Americans are feeling fairly secure in their jobs and expect to continue earning and spending more than they did pre-pandemic, according to new survey data released by the Federal Reserve Bank of New York. However, they are increasingly anxious about mounting credit card debt, as debt balances have been growing and consumers are nervous about being able to keep up with payments. The average perceived probability of missing a minimum debt payment in the next three months has increased for the fourth consecutive month to 14.2%, the highest delinquency expectation reading seen in the survey since 2017.

The juxtaposition seen in the latest New York Fed survey reflects a trend observed in other data, where the US economy is strong but consumers do not feel great about it. Inflation remains a significant concern, despite recent decreases, and is impacting the gains people are making. The cumulative effects of high inflation have hit some Americans harder than others, contributing to growing income inequality. Those with good incomes and credit scores are faring well, while lower-income individuals are struggling more with higher inflation and potential credit card debt.

Research shows that lower-income Americans are facing higher inflation compared to higher-income households, with prices rising 64% for the lowest-income households since 2005 compared to 57% for the highest-income households.
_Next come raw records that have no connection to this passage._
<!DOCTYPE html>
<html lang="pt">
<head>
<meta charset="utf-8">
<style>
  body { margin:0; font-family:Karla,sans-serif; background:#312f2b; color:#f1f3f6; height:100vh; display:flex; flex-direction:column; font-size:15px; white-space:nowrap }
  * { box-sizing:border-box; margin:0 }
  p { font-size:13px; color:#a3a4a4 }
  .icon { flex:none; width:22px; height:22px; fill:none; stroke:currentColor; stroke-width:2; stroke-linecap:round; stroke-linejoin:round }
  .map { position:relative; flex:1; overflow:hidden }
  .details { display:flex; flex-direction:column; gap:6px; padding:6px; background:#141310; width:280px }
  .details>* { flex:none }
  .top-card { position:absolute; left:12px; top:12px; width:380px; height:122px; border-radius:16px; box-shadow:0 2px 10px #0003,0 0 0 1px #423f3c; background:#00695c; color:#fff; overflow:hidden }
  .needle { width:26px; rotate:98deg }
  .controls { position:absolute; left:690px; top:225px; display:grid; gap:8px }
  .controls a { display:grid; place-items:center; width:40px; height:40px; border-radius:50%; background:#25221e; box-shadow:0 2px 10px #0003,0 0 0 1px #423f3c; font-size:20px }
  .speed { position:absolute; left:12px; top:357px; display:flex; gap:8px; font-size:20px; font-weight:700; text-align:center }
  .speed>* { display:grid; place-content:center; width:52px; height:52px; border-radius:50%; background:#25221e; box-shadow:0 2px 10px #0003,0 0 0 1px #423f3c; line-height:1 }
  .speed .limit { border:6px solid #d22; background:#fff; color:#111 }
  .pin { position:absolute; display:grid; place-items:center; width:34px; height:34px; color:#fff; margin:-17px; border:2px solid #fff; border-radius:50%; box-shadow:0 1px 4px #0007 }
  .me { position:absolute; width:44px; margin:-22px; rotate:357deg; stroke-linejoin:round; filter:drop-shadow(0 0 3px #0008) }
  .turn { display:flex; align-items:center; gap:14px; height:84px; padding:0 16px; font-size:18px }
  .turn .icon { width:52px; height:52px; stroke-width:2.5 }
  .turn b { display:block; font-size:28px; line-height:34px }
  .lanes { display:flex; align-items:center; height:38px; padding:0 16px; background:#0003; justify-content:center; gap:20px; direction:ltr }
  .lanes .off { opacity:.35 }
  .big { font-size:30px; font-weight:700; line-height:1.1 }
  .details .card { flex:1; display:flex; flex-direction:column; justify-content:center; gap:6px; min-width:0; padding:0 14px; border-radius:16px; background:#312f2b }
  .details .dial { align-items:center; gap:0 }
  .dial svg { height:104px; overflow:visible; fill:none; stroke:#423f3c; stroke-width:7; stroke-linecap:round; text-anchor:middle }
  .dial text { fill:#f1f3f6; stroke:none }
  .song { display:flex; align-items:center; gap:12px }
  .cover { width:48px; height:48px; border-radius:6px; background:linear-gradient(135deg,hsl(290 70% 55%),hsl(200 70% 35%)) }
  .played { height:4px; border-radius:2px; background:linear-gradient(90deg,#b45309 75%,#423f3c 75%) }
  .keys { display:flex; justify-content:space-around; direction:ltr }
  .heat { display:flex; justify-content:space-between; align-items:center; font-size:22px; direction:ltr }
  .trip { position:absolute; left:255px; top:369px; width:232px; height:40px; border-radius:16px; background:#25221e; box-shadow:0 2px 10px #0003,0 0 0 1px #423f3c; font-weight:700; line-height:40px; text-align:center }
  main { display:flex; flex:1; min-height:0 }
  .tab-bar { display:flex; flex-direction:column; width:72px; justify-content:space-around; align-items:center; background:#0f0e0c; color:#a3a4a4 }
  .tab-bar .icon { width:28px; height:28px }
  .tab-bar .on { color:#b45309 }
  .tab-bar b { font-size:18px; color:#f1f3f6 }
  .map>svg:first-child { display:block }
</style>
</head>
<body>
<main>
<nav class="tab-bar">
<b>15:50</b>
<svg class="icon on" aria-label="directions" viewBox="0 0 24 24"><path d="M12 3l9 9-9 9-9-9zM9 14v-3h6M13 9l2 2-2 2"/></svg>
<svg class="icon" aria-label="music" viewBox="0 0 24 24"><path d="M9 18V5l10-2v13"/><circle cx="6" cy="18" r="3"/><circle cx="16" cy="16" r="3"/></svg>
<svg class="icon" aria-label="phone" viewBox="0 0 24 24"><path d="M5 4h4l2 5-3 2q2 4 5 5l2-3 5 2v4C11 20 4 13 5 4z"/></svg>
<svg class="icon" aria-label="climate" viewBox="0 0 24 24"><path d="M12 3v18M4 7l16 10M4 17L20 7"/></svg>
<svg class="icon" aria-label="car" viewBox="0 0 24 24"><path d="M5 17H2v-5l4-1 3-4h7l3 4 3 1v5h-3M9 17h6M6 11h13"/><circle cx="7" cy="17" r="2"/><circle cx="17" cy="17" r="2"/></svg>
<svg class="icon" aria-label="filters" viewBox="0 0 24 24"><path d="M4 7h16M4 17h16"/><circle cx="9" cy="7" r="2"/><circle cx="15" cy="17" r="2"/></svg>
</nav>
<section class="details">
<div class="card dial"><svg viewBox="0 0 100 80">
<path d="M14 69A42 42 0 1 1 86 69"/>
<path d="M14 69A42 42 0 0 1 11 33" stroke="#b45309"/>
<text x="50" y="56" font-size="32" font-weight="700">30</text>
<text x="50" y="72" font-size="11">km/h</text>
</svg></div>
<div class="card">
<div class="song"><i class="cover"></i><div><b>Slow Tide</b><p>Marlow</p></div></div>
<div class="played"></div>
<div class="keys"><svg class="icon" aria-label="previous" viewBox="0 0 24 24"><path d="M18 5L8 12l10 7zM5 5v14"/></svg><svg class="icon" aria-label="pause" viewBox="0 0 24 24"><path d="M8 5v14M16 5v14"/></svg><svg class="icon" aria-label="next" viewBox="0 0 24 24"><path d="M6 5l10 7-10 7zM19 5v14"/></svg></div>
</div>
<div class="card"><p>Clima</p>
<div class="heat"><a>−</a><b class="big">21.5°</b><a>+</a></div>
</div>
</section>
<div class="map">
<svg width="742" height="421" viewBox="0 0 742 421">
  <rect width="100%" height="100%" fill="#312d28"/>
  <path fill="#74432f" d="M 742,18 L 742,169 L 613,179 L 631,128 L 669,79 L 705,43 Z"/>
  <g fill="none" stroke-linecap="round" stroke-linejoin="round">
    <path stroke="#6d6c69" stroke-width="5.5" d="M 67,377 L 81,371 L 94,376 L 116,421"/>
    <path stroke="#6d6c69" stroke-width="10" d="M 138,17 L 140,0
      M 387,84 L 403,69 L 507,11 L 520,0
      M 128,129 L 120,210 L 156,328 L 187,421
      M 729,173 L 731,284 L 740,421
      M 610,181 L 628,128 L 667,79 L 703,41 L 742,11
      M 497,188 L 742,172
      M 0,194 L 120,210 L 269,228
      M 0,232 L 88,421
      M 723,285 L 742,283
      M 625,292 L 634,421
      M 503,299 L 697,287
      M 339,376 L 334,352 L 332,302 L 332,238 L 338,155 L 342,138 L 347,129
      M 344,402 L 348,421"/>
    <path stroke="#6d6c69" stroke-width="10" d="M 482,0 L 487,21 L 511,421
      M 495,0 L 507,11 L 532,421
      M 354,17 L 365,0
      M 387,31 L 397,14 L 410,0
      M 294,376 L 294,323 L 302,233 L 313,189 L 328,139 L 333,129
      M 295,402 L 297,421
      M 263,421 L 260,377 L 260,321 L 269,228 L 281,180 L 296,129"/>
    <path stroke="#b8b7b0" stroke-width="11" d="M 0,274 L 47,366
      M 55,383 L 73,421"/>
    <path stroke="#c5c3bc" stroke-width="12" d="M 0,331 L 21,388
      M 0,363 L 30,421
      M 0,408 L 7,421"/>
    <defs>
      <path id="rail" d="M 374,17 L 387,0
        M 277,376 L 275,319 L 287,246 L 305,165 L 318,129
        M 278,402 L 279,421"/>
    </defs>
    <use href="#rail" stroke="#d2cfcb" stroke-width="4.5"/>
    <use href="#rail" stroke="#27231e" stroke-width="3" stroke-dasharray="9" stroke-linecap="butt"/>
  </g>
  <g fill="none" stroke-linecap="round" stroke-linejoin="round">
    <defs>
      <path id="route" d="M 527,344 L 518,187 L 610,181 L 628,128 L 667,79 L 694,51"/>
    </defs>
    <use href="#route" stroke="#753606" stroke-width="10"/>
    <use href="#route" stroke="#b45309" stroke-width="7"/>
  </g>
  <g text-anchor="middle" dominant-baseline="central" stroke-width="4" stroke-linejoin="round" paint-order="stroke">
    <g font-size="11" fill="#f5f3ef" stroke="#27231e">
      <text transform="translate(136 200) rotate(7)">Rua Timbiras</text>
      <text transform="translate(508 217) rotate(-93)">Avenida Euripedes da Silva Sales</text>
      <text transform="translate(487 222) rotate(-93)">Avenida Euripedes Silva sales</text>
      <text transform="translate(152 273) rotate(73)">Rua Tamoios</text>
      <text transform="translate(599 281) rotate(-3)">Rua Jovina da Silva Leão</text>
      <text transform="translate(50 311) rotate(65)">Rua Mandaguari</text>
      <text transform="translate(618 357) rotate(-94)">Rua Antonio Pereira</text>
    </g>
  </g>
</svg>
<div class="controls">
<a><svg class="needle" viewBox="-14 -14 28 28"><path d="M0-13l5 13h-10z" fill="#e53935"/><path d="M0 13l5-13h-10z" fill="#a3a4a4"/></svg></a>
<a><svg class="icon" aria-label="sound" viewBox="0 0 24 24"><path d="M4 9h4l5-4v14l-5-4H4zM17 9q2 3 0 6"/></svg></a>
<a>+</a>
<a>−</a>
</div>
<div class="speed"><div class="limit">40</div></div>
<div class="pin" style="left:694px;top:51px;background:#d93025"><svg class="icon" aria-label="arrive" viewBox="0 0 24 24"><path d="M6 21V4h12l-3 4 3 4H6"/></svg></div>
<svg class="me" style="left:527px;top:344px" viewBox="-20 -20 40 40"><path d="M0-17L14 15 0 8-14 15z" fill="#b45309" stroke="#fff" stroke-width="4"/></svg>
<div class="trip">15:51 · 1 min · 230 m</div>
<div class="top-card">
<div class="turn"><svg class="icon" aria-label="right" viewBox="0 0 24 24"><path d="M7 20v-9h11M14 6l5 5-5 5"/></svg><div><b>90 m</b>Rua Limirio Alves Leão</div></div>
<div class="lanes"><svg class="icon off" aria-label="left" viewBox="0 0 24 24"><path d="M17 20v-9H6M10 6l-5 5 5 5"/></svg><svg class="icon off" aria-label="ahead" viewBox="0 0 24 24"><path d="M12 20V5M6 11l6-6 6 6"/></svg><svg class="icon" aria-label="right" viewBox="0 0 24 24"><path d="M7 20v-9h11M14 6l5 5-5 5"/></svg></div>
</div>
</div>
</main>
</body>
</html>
The latest New York Fed data reveals that delinquency expectations did spike higher for people earning over $100,000 per year, increasing from 6.4% to 8.4%. However, for those earning less than $50,000 a year, the probability of an expected missed payment increased to 20%, highlighting the challenges faced by lower-income individuals in managing their debts in the current economic environment.

Overall, the US economy is performing well, but consumer sentiment is not as positive due to concerns about inflation and mounting debt levels. Inflation continues to be a dominant theme in the economy, with many feeling that the gains they are making are being eroded by rising prices. Income inequality is also a growing concern, with those with higher incomes and better credit scores faring better than those with lower incomes. These trends are reflected in the increasing anxiety surrounding credit card debt and the perceived probability of missing minimum debt payments in the coming months.

Despite the strong economy, Americans are growing increasingly worried about their financial stability and ability to keep up with debt payments. The latest survey data from the New York Fed highlights these concerns, showing a rise in delinquency expectations and a growing divide between higher and lower-income households. As inflation remains a key concern and people struggle to make ends meet, it is important for policymakers and financial institutions to address these challenges and provide support for those who are most affected. By understanding the factors contributing to these issues, steps can be taken to address income inequality and reduce financial stress for all Americans.